- Born: Kjell Gjøstein Aabrek May 3, 1901
- Died: December 30, 1967 (aged 66)
- Political party: Labour Party

= Kjell Gjøstein Aabrek =

Norwegian politician (1901–1967)

Kjell Gjøstein Aabrek (3 May 1901 - 30 December 1967) was a Norwegian politician for the Labour Party.

He was born in Bergen.

He was elected to the Norwegian Parliament from Bergen in 1954. He had served the term 1950-1953 as a deputy representative, but was promoted to regular representative from 1951 because Nils Langhelle was appointed to the second cabinet, Gerhardsen. On the local level, he was a member of the city council of Bergen from 1928 to 1930 and 1945 to 1951. He chaired the local party chapter from 1948 to 1951.
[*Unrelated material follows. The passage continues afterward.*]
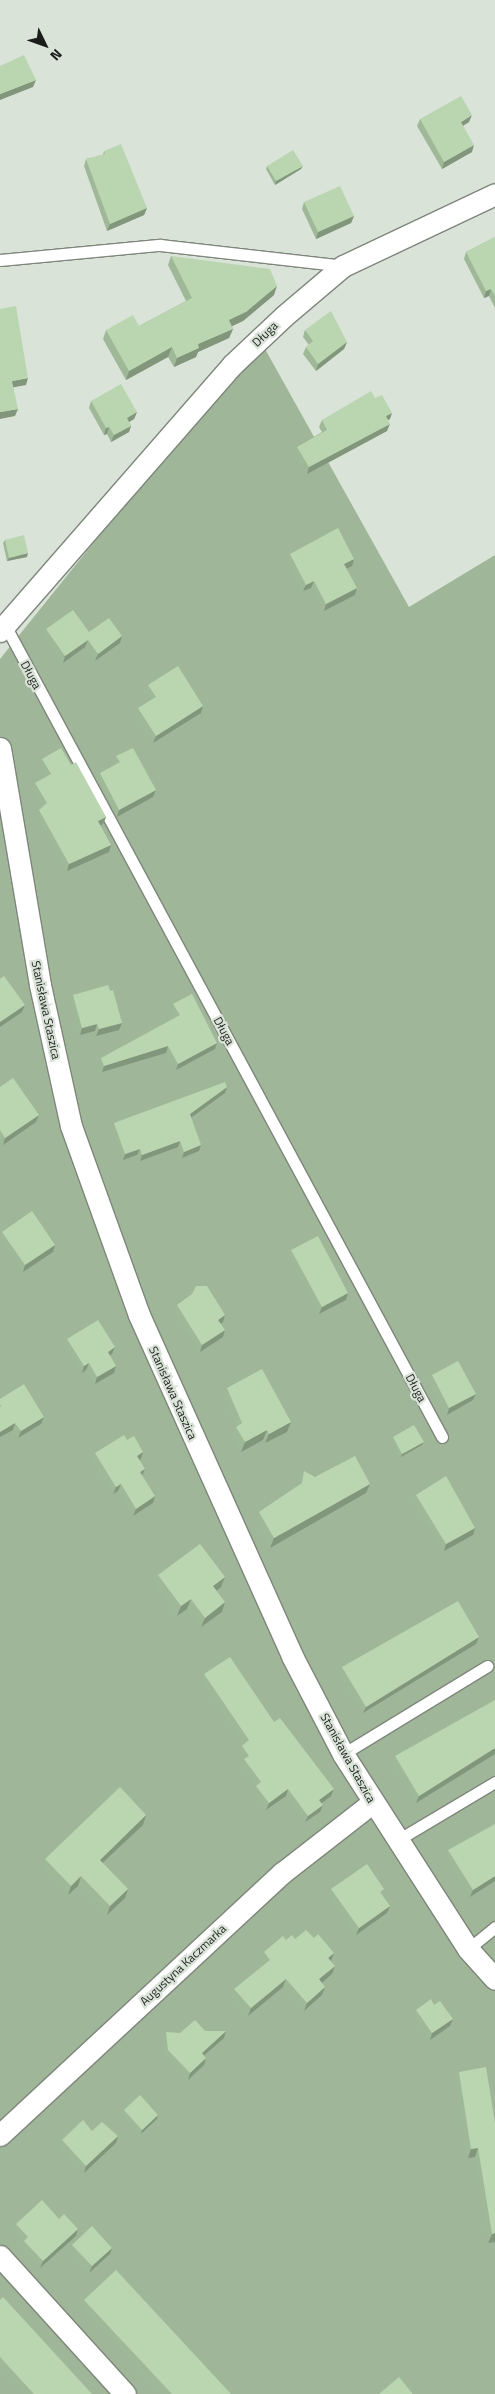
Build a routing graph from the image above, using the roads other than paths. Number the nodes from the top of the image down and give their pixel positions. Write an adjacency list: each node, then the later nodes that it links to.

In 1958, during the third cabinet Gerhardsen, he was appointed state secretary in the Office of the Prime Minister. He lost the position temporarily in 1963, when the cabinet Lyng held office, but when the fourth cabinet Gerhardsen held office from 1963 to 1965, Aabrek was again state secretary.

Outside politics, he graduated with the cand.philol. degree in 1926 and worked as a teacher in Skien, Narvik and Bergen.